(Work required):
Repeat only the lines running from the beginning of the material through the line that contains "auto box = [&](float".

• • • •

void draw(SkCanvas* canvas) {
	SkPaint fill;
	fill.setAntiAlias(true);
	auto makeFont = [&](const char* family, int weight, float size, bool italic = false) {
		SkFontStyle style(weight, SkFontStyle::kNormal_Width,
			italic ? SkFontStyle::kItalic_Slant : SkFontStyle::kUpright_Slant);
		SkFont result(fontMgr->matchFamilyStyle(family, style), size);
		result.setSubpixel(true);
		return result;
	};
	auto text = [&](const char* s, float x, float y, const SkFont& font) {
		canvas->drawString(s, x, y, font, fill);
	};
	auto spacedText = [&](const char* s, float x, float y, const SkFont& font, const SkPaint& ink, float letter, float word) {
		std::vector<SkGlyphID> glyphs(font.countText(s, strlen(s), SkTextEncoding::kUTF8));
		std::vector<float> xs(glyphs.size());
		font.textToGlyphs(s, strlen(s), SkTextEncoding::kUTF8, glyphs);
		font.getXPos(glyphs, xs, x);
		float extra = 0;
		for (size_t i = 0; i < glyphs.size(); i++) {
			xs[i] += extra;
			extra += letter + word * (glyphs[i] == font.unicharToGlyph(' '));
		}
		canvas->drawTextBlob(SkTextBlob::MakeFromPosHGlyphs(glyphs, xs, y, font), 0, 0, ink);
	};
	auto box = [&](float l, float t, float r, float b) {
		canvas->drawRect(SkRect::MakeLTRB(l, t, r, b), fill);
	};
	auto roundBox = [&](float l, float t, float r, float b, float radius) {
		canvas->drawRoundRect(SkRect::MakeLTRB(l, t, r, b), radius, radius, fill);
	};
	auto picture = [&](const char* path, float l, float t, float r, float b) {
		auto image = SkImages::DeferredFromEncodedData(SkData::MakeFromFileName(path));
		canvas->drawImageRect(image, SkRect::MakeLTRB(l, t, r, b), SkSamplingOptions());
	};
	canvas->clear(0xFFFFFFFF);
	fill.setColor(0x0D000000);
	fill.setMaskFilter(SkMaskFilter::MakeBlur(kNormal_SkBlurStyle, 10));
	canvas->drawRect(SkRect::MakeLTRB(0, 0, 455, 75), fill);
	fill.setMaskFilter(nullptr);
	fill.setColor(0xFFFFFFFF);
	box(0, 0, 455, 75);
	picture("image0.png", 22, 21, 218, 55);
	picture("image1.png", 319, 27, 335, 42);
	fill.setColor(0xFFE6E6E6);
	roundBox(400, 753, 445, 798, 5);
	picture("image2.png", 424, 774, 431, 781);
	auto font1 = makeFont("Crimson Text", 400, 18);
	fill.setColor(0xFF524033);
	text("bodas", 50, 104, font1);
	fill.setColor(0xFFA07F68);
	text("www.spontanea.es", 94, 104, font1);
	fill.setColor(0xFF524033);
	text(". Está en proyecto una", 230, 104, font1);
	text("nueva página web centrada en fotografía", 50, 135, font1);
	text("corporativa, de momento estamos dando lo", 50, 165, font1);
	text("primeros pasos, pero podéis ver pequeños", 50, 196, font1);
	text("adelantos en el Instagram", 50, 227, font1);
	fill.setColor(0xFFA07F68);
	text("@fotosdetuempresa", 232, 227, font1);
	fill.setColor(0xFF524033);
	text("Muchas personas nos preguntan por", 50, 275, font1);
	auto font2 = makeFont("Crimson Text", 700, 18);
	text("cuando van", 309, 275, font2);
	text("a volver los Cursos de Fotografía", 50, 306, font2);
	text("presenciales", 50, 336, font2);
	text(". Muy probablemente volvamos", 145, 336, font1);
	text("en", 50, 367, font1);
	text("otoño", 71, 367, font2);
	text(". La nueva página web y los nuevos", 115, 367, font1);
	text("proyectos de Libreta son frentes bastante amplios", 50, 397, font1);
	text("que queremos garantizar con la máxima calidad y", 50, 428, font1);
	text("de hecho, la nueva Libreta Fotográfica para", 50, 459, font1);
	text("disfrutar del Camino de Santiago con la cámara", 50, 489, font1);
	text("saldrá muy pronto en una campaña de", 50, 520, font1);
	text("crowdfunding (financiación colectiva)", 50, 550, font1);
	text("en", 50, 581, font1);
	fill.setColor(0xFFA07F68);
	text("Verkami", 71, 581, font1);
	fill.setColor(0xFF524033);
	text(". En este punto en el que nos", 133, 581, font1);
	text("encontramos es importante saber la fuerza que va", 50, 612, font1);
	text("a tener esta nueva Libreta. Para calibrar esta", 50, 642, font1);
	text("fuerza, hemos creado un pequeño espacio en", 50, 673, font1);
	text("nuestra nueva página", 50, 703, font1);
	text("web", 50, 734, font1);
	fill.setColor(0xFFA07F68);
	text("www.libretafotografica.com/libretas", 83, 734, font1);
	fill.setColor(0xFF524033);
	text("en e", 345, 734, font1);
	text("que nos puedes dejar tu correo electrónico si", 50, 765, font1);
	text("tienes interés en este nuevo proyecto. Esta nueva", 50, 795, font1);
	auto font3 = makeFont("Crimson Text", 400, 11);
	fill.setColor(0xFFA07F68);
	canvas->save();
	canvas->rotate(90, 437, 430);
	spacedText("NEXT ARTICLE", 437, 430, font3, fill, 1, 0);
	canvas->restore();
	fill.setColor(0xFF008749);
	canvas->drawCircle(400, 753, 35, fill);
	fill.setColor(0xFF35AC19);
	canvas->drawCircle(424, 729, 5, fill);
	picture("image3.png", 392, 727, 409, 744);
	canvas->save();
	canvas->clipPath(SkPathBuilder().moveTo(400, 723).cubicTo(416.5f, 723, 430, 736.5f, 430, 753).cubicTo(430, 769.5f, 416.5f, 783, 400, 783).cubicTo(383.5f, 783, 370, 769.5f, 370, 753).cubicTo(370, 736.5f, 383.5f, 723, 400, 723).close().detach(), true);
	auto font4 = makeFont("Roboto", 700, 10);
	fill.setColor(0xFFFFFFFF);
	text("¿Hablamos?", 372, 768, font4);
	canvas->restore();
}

• • • •

(The answer):
void draw(SkCanvas* canvas) {
	SkPaint fill;
	fill.setAntiAlias(true);
	auto makeFont = [&](const char* family, int weight, float size, bool italic = false) {
		SkFontStyle style(weight, SkFontStyle::kNormal_Width,
			italic ? SkFontStyle::kItalic_Slant : SkFontStyle::kUpright_Slant);
		SkFont result(fontMgr->matchFamilyStyle(family, style), size);
		result.setSubpixel(true);
		return result;
	};
	auto text = [&](const char* s, float x, float y, const SkFont& font) {
		canvas->drawString(s, x, y, font, fill);
	};
	auto spacedText = [&](const char* s, float x, float y, const SkFont& font, const SkPaint& ink, float letter, float word) {
		std::vector<SkGlyphID> glyphs(font.countText(s, strlen(s), SkTextEncoding::kUTF8));
		std::vector<float> xs(glyphs.size());
		font.textToGlyphs(s, strlen(s), SkTextEncoding::kUTF8, glyphs);
		font.getXPos(glyphs, xs, x);
		float extra = 0;
		for (size_t i = 0; i < glyphs.size(); i++) {
			xs[i] += extra;
			extra += letter + word * (glyphs[i] == font.unicharToGlyph(' '));
		}
		canvas->drawTextBlob(SkTextBlob::MakeFromPosHGlyphs(glyphs, xs, y, font), 0, 0, ink);
	};
	auto box = [&](float l, float t, float r, float b) {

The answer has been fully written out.